Алина внутренне пристыдила себя: столь естественный поступок как подать больному попить ей в голову не пришёл.
— Рассказывай, — напившись, шёпотом велел Антошка. — А то у меня как во сне всё. Только что ящер перед лицом прыгает, а уже через секунду лохматая рожа напротив. Можно умом двинуться, — попытался хихикнуть он, но тут же скривился: — Ай, больно-то как! У меня что, рёбра поломаны?
Алина помнила свой разговор с Гонув в самом начале. Тогда та весьма наглядно провела костяшками пальцев по рёбрам девочки, а потом сделала выразительный жест, будто что-то ломала.
А вот, кстати, и сама ведунья пожаловала. Кто-то уже позвать успел. Присела рядом, но ничего не сказала. Лишь внимательно смотрела на Антона.
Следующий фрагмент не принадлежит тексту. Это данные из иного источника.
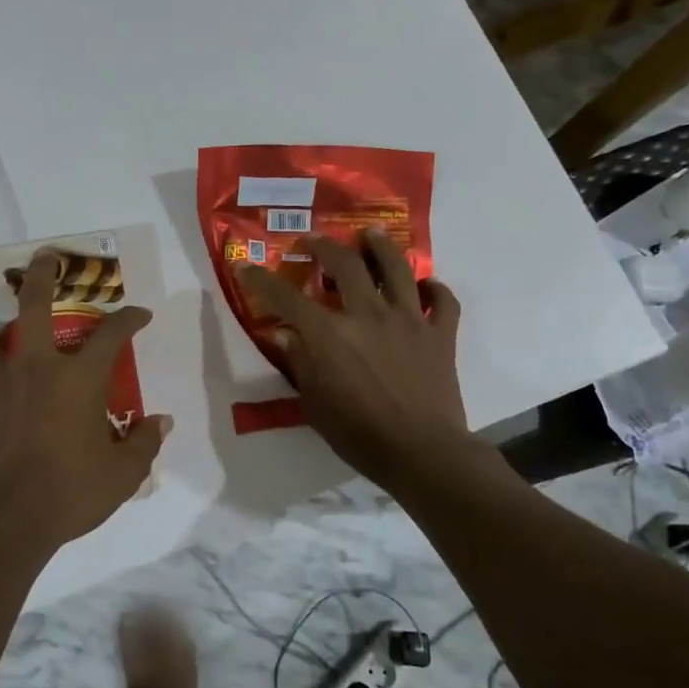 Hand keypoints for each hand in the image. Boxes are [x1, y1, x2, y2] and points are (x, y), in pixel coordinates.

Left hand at [0, 250, 172, 546]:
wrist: (1, 518)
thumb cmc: (69, 492)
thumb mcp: (122, 475)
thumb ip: (143, 444)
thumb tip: (160, 422)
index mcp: (78, 379)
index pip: (111, 334)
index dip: (129, 318)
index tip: (139, 313)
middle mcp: (34, 369)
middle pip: (33, 305)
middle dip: (40, 275)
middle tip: (43, 258)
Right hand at [236, 228, 473, 489]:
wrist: (422, 452)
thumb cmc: (359, 434)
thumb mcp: (314, 403)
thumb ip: (299, 362)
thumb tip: (283, 334)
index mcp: (330, 334)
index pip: (285, 298)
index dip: (261, 280)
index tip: (245, 267)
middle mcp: (367, 315)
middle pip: (345, 264)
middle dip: (323, 246)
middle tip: (313, 241)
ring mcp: (408, 320)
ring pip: (397, 268)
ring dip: (381, 247)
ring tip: (371, 234)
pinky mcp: (440, 334)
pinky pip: (443, 301)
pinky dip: (435, 289)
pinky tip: (426, 287) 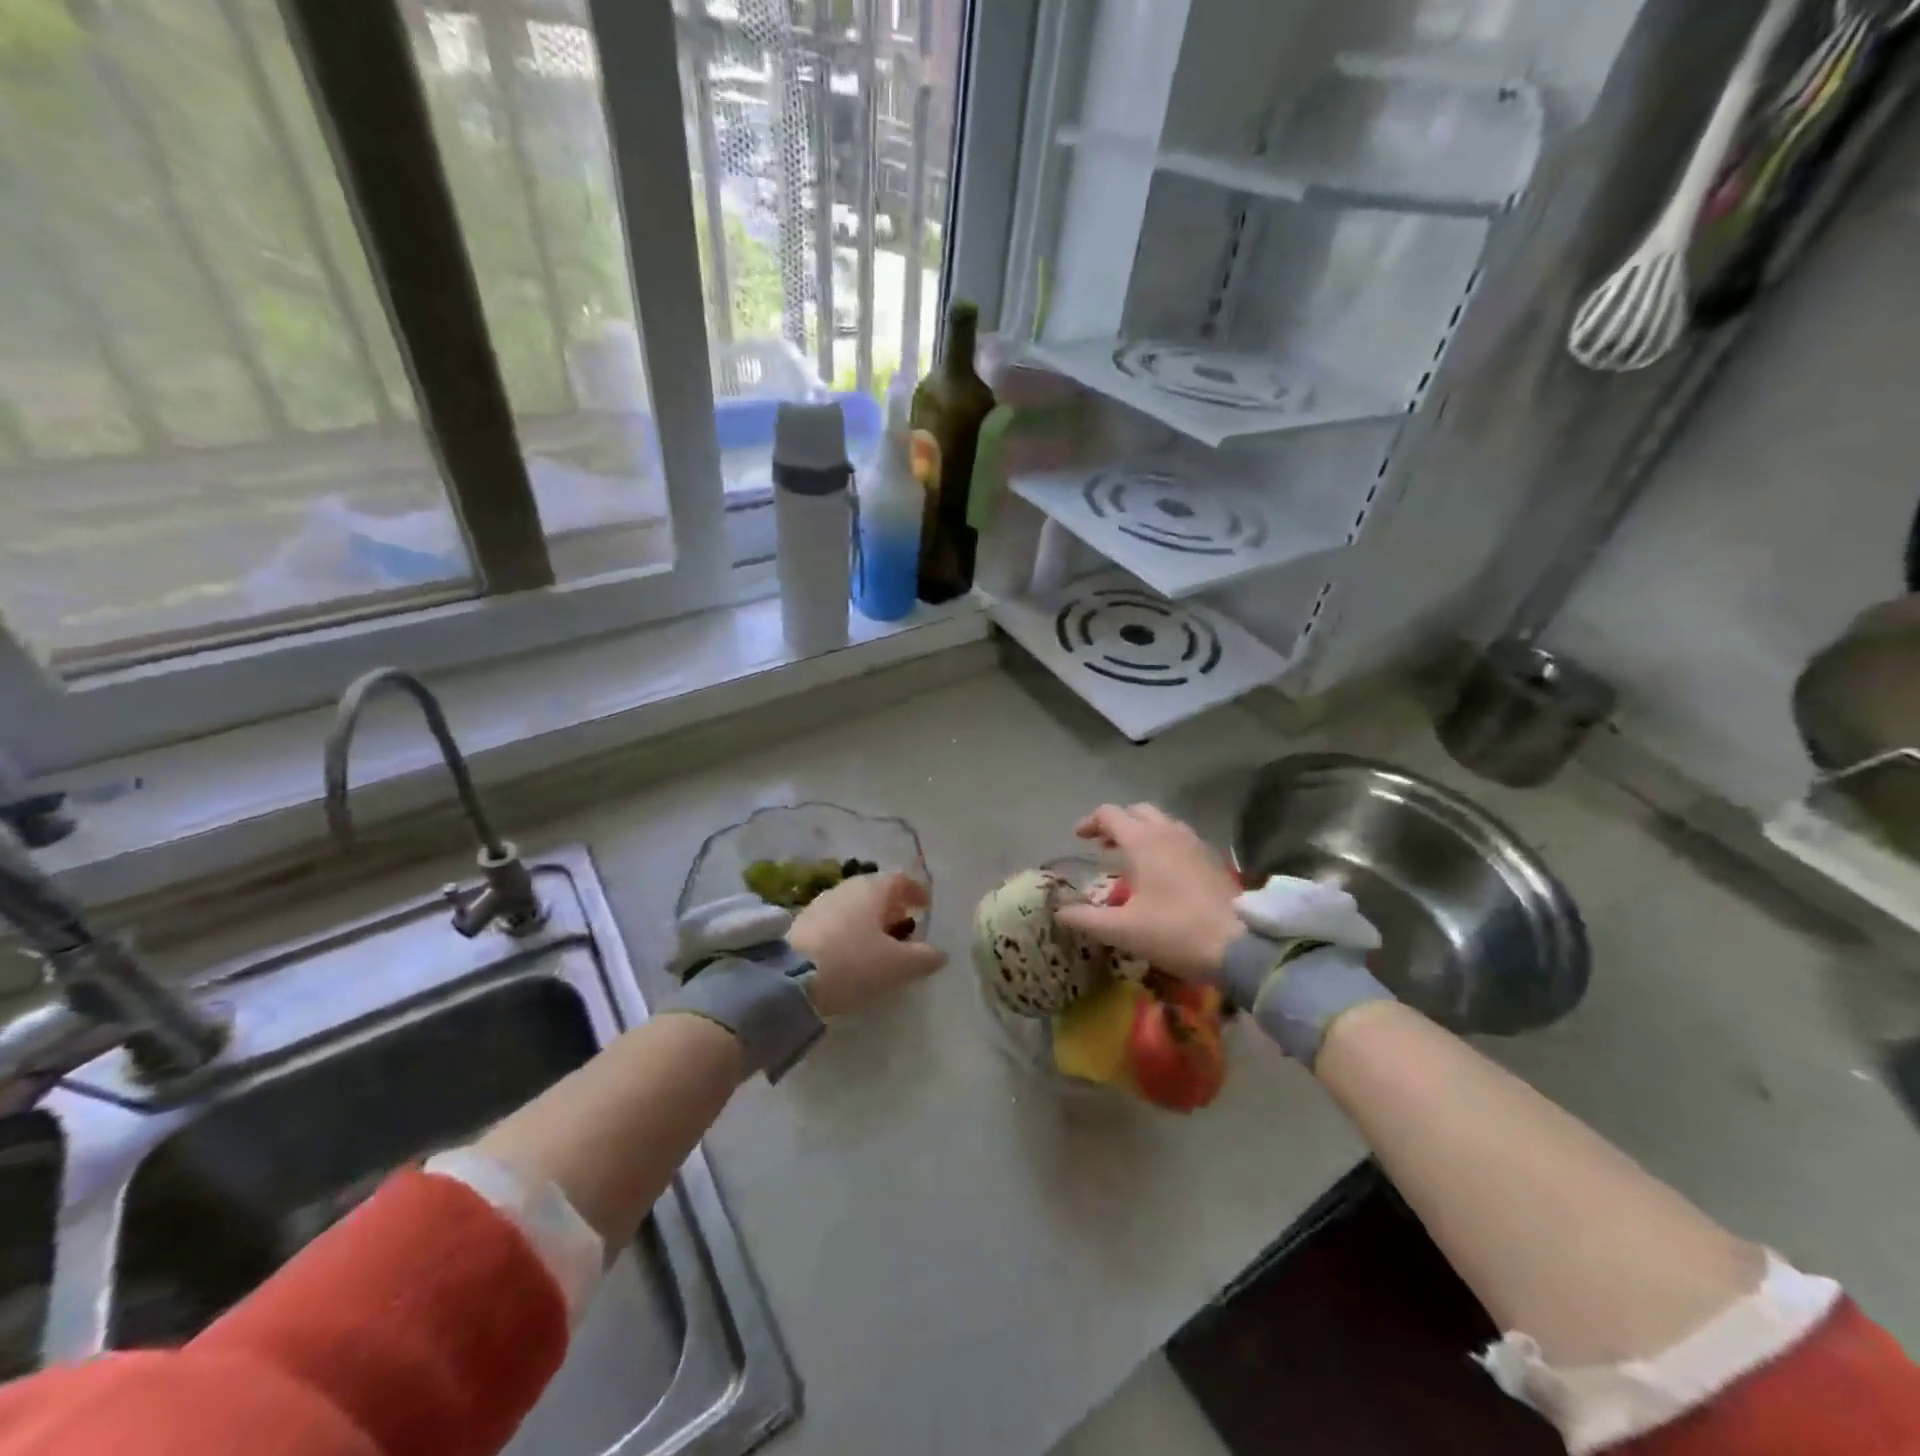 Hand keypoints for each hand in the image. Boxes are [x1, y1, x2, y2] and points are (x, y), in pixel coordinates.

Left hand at [789, 873, 946, 1016]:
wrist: (789, 978)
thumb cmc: (853, 963)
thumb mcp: (896, 966)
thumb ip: (923, 958)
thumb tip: (940, 953)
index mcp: (873, 890)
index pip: (900, 879)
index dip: (916, 891)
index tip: (925, 906)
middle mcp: (847, 888)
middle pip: (876, 891)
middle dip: (892, 907)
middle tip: (904, 926)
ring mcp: (822, 902)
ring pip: (855, 904)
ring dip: (870, 918)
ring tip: (879, 942)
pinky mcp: (802, 921)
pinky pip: (836, 918)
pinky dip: (850, 928)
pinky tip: (850, 950)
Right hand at [1052, 804, 1241, 980]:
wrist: (1242, 946)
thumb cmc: (1175, 931)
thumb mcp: (1122, 930)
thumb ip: (1085, 918)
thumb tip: (1058, 911)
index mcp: (1143, 841)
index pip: (1109, 814)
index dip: (1090, 822)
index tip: (1078, 839)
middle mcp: (1169, 832)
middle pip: (1138, 811)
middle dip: (1117, 823)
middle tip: (1104, 846)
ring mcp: (1195, 843)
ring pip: (1163, 822)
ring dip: (1142, 832)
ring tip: (1131, 858)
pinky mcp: (1213, 859)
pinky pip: (1181, 838)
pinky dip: (1164, 844)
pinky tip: (1163, 873) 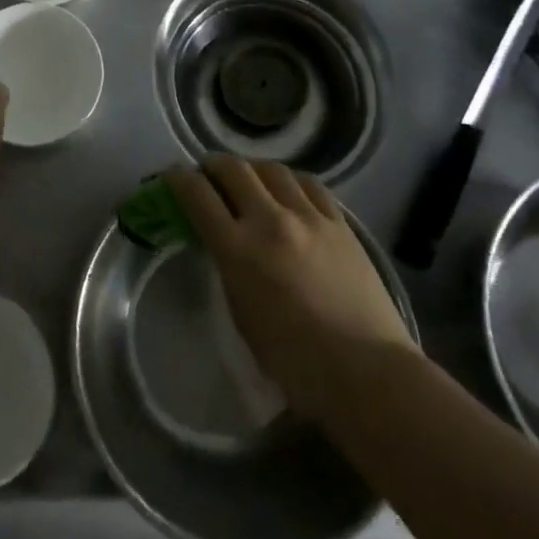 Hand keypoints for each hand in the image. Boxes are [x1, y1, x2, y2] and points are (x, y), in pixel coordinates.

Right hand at [166, 157, 413, 421]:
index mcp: (238, 249)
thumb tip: (225, 242)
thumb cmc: (295, 362)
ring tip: (249, 180)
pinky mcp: (340, 222)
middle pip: (233, 169)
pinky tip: (289, 190)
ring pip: (272, 169)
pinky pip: (309, 184)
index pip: (197, 195)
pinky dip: (290, 181)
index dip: (178, 179)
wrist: (367, 372)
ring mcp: (309, 216)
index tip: (171, 175)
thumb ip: (229, 268)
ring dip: (252, 169)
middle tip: (208, 175)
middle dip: (213, 166)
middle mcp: (270, 220)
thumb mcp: (242, 315)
— Похоже, что так. Но главное — ты крови много потерял. Понимаешь, перевязать мы тебя не смогли… хорошо… А потом я долго камень искала… этот проклятый. А потом, видно, ты… то есть твоей воли не хватило, и он нас не домой вернул, а сюда перенёс. А куда, что это за времена — непонятно.
— Не помню ничего, — прошептал Антон. — Вижу только морду эту из темноты, удар… И опять морду. Получше, правда…
— Не говори так, — с опозданием, но всё же решила девочка защитить славную тётьку. — Это Марха. Она за тобой ухаживала. Она хорошая. Тебя тут лечила здешняя колдунья… знахарка, то есть, — поправила себя Алина. — Вот, Гонув, — показала она. — А Марха ухаживала, помогала.
— Да ладно, я ж так, — проговорил Антон и снова поморщился от боли. Затем повернул голову и попытался, как мог, лёжа, кивнуть обеим неандерталкам:
— Здравствуйте. Очень приятно. Спасибо, что помогли. Меня зовут Антон.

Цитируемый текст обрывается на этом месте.